1991/95

departed structure / imparted tracing

a series of five photographic manipulations on paper and acetate in wooden crates each 4' x 8' x 32".

The work was originally created for Gallery 44 in Toronto in 1991 and re-made in 1995 for a group exhibition entitled forming memory at the Leonard and Ellen Bina Art Gallery of Concordia University.

Photography: Paul Litherland

This work is based on a series of photographs I had taken in 1989 at the Père Lachaise Cemetery (Paris, France) of funerary monuments which have since been destroyed.

In Valediction, the exhibition catalogue printed by Gallery 44, I wrote: "I have been thinking that traditions, architectural styles, and artifacts related to death and commemoration can be reflective of individual and collective physical and psychosocial structures; indicators to a variety of attitudes (behaviours) including religious, economic and cultural."
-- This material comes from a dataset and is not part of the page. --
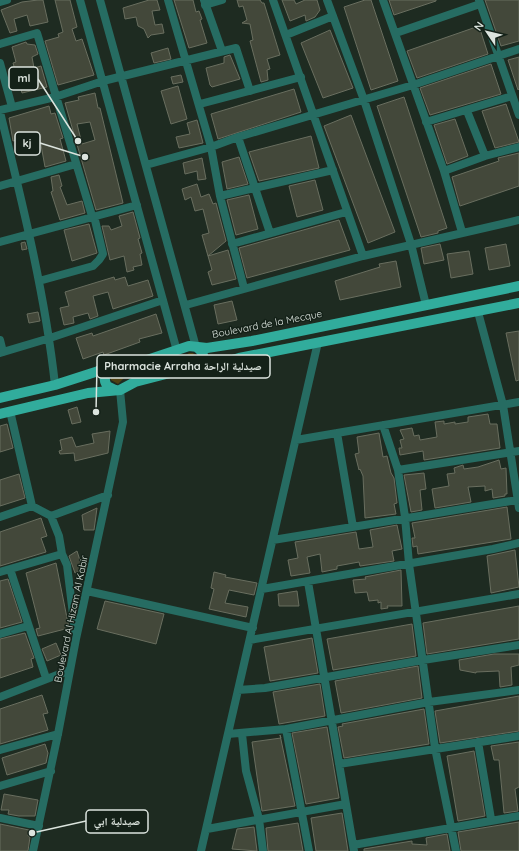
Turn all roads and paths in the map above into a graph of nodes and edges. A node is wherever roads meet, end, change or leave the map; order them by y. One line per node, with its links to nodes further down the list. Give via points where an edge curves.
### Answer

In her essay for the same catalogue Terry Constantino, Director wrote: "Devora Neumark continues her investigation of the relation between architecture and objects, and death and commemoration. Her large photographs picture architectural structures erected by the living in honour of the dead. Some of the photographs are recessed behind an image of iron grille-work presented on transparent material. The two images are supported by a large wooden box which bears strong resemblance to a coffin. Although many factors intice the viewer to enter the work, as with death itself, our desire to press forward is prohibited unless we dare to go all the way."

"Neumark's three-dimensional constructions add to the depth already inherent in the photographs and reinforce the issue of architecture addressed therein. The choice of materials, and the simple, able way in which these are assembled, stands is sharp contrast to "the trappings of death": velvet lined caskets, stone monuments and mausoleums. The five constructed units are place within the centre of the gallery, well away from the gallery walls. Four unites with images stand like monoliths surrounding a fifth which lies horizontally amongst them. Without an image, the fifth unit acts as a blank slate on which to inscribe one's own (sic) meaning."